> [ASSIGNMENT]
Your reply should restate the lines from the top of the entries through the line containing "thumb mcp: (902, 1176)" word for word, with no pictures.
*** Opening THE INPUT ***
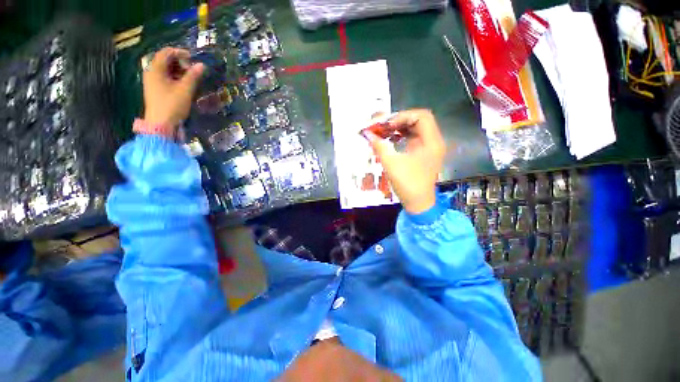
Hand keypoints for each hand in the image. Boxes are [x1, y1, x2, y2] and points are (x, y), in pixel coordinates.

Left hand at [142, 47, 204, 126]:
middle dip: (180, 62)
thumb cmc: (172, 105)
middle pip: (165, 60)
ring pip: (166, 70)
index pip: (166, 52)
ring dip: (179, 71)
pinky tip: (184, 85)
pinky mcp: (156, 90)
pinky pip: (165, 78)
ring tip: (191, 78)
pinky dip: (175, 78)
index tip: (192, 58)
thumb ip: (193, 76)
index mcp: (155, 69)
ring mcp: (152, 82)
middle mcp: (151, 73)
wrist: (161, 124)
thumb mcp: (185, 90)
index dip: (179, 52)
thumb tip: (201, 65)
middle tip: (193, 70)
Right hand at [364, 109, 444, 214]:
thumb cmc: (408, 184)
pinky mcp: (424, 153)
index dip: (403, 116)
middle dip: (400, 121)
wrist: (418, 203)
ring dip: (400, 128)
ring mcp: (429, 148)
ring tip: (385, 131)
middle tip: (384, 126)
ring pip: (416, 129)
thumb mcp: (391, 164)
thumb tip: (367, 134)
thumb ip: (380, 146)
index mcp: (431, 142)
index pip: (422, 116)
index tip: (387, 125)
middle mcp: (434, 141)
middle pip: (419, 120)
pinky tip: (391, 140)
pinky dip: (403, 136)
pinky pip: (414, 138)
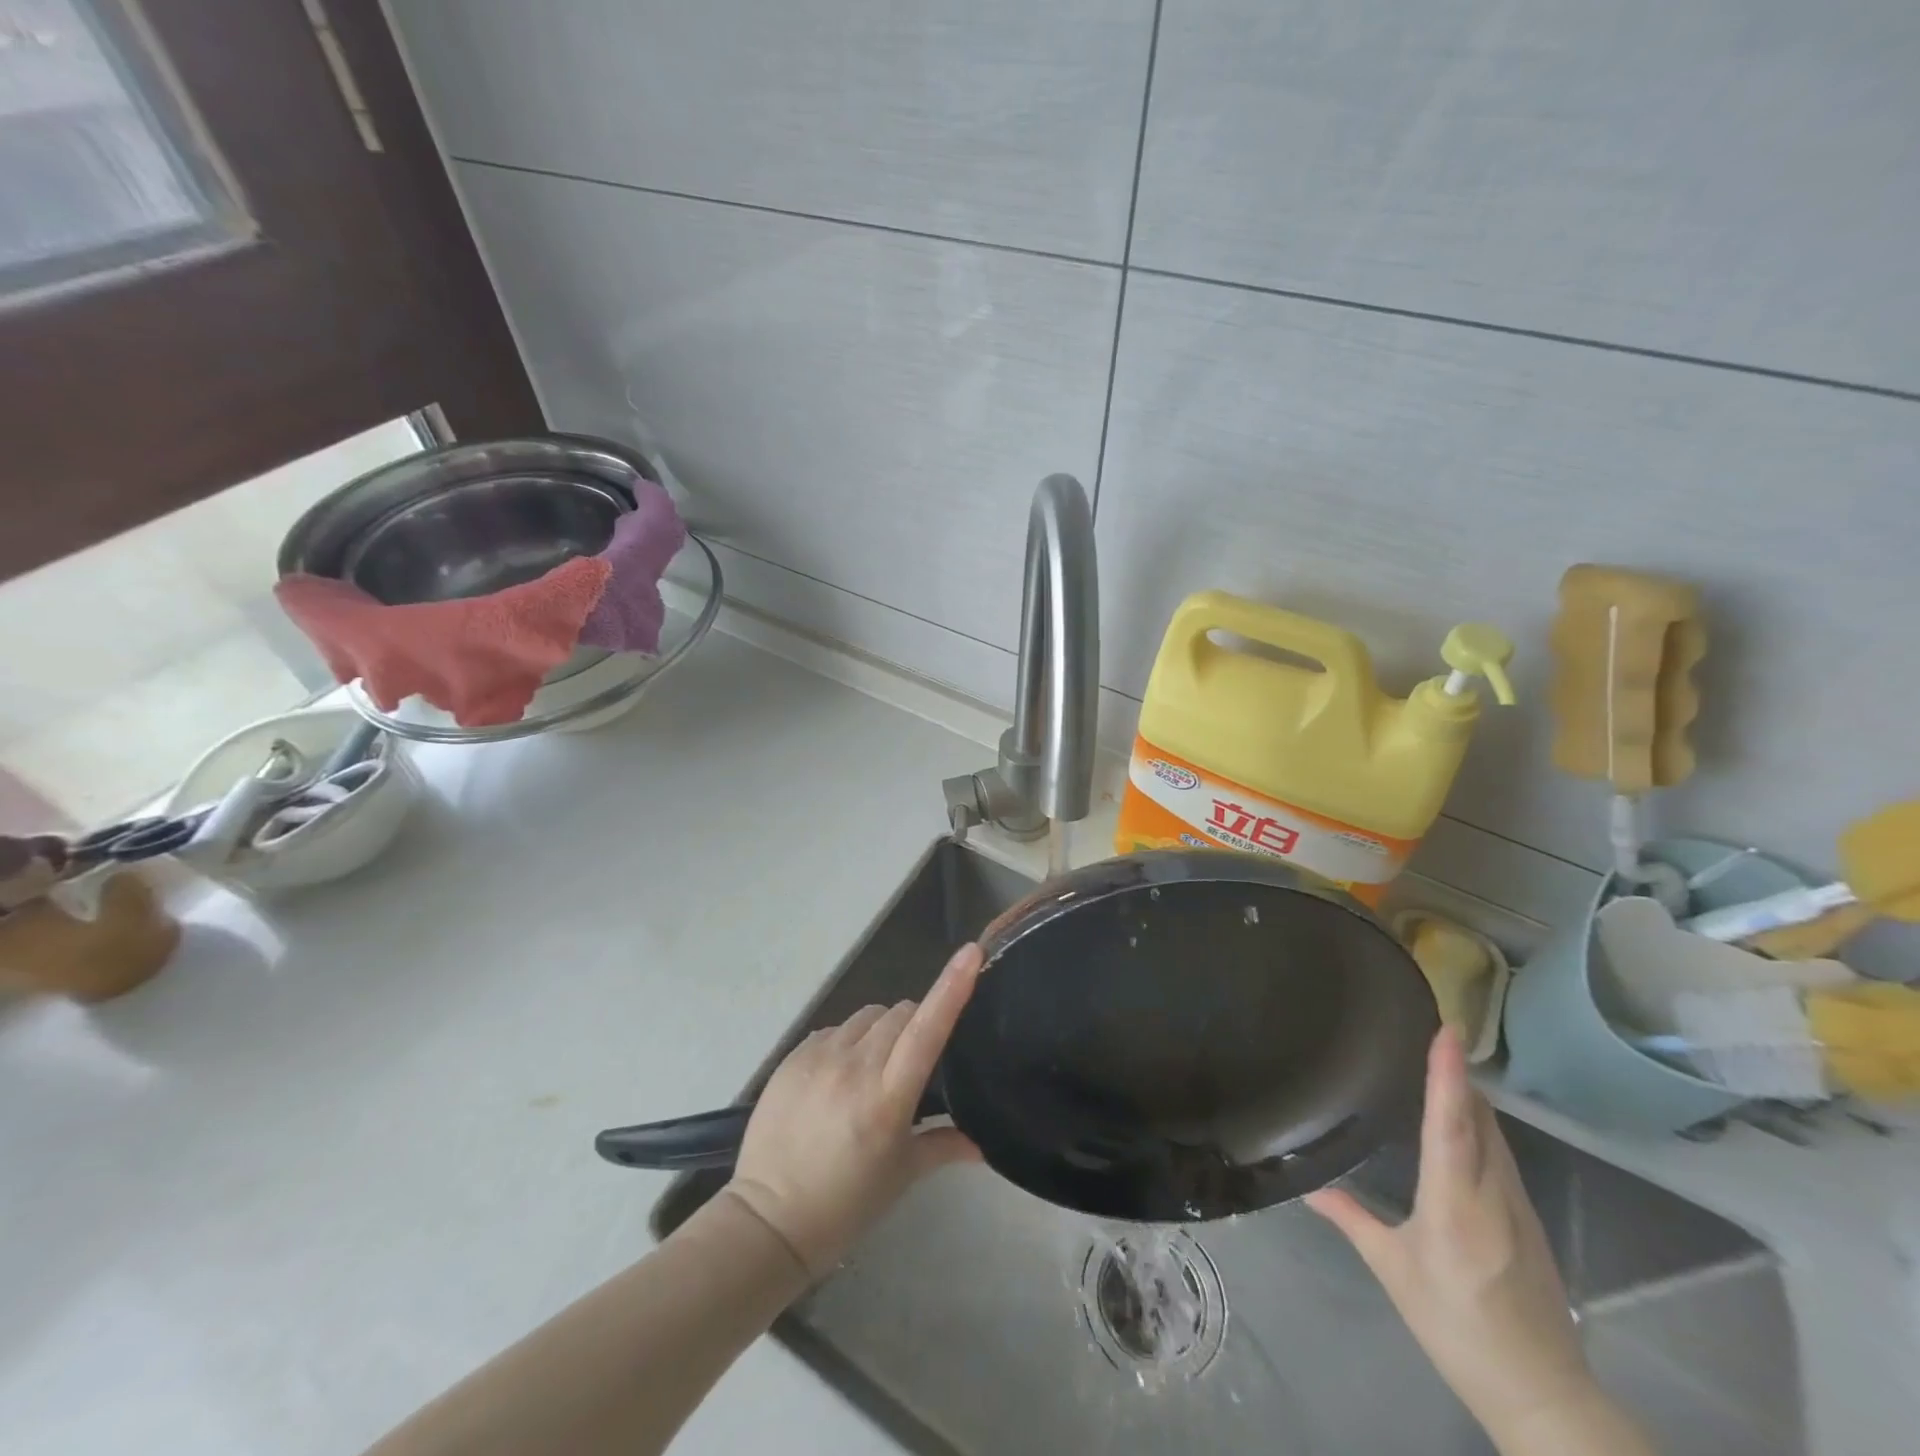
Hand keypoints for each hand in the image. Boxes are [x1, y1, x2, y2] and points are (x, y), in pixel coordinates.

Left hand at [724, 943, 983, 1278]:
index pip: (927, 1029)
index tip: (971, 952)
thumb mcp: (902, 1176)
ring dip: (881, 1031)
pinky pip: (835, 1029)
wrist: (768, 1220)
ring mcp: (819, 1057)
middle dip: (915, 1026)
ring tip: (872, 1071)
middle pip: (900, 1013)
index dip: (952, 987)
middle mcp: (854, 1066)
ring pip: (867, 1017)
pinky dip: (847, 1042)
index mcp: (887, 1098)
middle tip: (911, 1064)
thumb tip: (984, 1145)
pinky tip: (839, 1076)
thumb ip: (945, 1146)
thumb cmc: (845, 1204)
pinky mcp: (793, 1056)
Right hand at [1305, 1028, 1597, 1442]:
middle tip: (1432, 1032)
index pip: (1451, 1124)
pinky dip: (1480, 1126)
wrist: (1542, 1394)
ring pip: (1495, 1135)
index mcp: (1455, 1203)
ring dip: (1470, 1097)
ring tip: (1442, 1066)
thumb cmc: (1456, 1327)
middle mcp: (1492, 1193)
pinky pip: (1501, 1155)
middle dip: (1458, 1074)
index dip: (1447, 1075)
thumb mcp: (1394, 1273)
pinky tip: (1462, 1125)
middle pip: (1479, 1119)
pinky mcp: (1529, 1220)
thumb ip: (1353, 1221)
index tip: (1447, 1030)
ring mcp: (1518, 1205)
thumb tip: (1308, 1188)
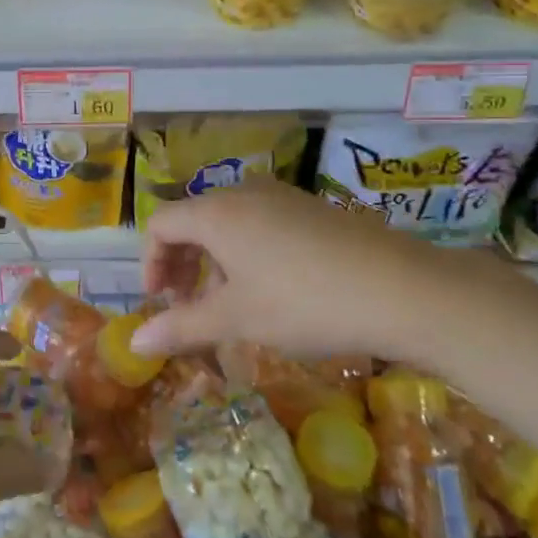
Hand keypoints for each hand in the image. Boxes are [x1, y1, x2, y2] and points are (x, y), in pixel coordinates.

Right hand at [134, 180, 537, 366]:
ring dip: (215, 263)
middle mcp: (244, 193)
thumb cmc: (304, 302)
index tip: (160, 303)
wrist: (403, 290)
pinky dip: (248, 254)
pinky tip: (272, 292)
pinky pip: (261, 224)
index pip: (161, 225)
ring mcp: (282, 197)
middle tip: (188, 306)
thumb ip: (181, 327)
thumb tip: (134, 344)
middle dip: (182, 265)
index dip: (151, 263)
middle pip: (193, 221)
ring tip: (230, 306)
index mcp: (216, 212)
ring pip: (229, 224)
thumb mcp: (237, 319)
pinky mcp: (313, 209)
*** Closing THE INPUT ***
> [ANSWER TO THE EXERCISE]
Hand keypoints for each hand in the image. Boxes are [x1, y1, x2, y2] and points are (x, y), in pixel coordinates.

Left hand at [142, 47, 204, 126]:
middle dip: (180, 62)
thumb cmc: (172, 105)
middle pip: (165, 60)
ring pip: (166, 70)
index pip: (166, 52)
ring dip: (179, 71)
pinky tip: (184, 85)
pinky mcp: (156, 90)
pinky pip: (165, 78)
ring tip: (191, 78)
pinky dip: (175, 78)
index tip: (192, 58)
thumb ip: (193, 76)
index mcp: (155, 69)
ring mcp: (152, 82)
middle mcp: (151, 73)
wrist: (161, 124)
thumb mcp: (185, 90)
index dip: (179, 52)
thumb tip: (201, 65)
middle tip: (193, 70)
Right hand at [364, 109, 444, 214]:
thumb cmc: (408, 184)
pinky mcp: (424, 153)
index dip: (403, 116)
middle dip: (400, 121)
wrist: (418, 203)
ring dip: (400, 128)
ring mcp: (429, 148)
ring tip: (385, 131)
middle tip: (384, 126)
ring pip: (416, 129)
thumb mcp: (391, 164)
thumb tip: (367, 134)
thumb ip: (380, 146)
index mcp: (431, 142)
index pip: (422, 116)
index tip: (387, 125)
middle mcp: (434, 141)
middle pip: (419, 120)
pinky tip: (391, 140)
pinky dip: (403, 136)
pinky pip: (414, 138)
Hand keypoints for each hand in the image. Boxes are [x1, y1, x2, y2] and points are (x, y), in pixel coordinates.

Left hand at [724, 943, 983, 1278]:
index pip: (927, 1029)
index tip: (971, 952)
thumb mcp: (902, 1176)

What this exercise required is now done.